Input:
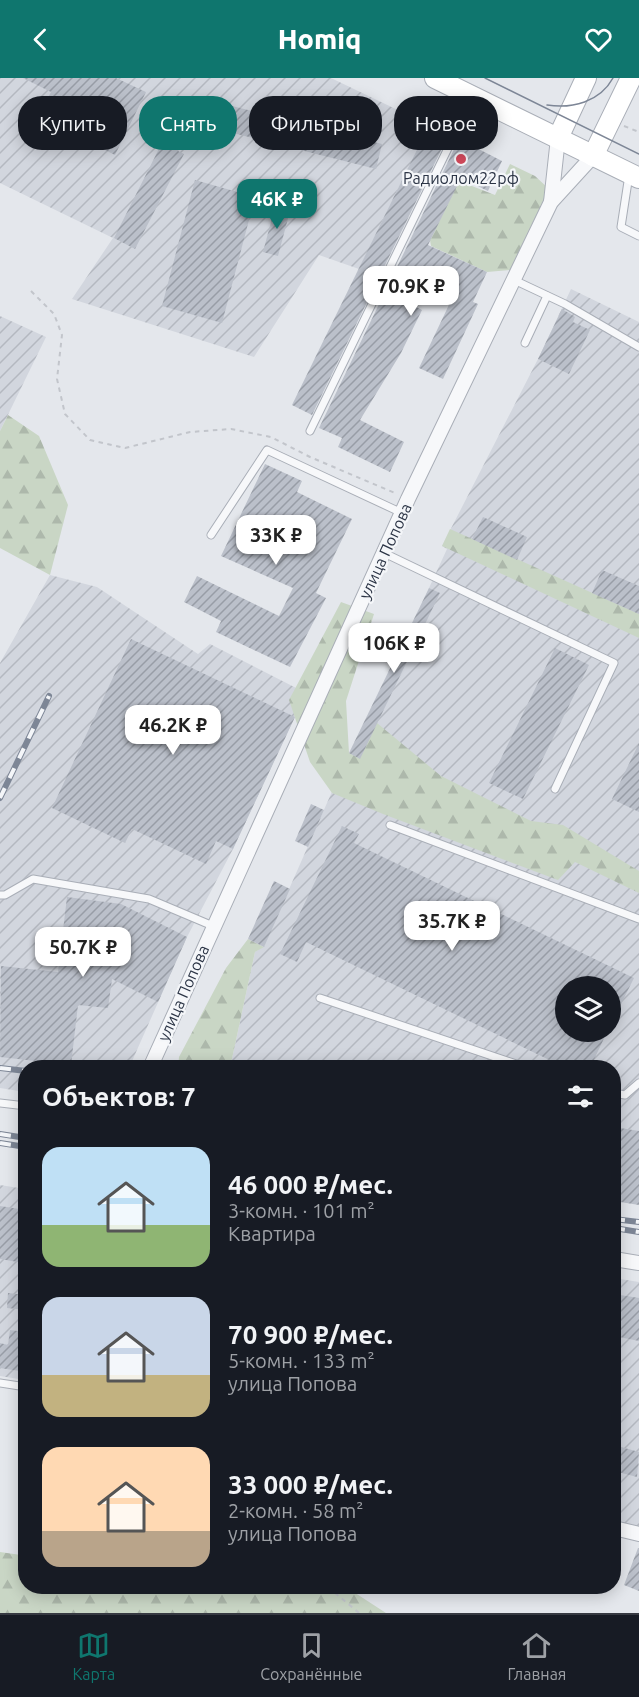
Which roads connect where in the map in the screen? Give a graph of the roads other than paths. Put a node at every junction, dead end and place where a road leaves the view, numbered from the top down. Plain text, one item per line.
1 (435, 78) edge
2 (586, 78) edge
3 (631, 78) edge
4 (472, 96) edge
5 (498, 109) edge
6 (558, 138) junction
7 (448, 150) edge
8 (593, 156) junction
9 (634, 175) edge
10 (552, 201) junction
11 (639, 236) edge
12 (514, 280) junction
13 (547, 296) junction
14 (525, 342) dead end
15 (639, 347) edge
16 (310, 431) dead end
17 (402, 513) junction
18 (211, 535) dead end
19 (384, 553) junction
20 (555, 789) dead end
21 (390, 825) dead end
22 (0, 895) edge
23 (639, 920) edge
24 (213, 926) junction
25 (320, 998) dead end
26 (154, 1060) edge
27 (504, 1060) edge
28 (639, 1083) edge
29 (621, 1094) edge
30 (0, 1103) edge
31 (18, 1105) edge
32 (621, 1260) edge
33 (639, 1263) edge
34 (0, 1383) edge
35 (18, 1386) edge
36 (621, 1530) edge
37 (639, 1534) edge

Exercise goal:
Reproduce the material word for word. Any pictures should be left out of the copy.

Answer space:
Which roads connect where in the map in the screen? Give a graph of the roads other than paths. Put a node at every junction, dead end and place where a road leaves the view, numbered from the top down. Plain text, one item per line.
1 (435, 78) edge
2 (586, 78) edge
3 (631, 78) edge
4 (472, 96) edge
5 (498, 109) edge
6 (558, 138) junction
7 (448, 150) edge
8 (593, 156) junction
9 (634, 175) edge
10 (552, 201) junction
11 (639, 236) edge
12 (514, 280) junction
13 (547, 296) junction
14 (525, 342) dead end
15 (639, 347) edge
16 (310, 431) dead end
17 (402, 513) junction
18 (211, 535) dead end
19 (384, 553) junction
20 (555, 789) dead end
21 (390, 825) dead end
22 (0, 895) edge
23 (639, 920) edge
24 (213, 926) junction
25 (320, 998) dead end
26 (154, 1060) edge
27 (504, 1060) edge
28 (639, 1083) edge
29 (621, 1094) edge
30 (0, 1103) edge
31 (18, 1105) edge
32 (621, 1260) edge
33 (639, 1263) edge
34 (0, 1383) edge
35 (18, 1386) edge
36 (621, 1530) edge
37 (639, 1534) edge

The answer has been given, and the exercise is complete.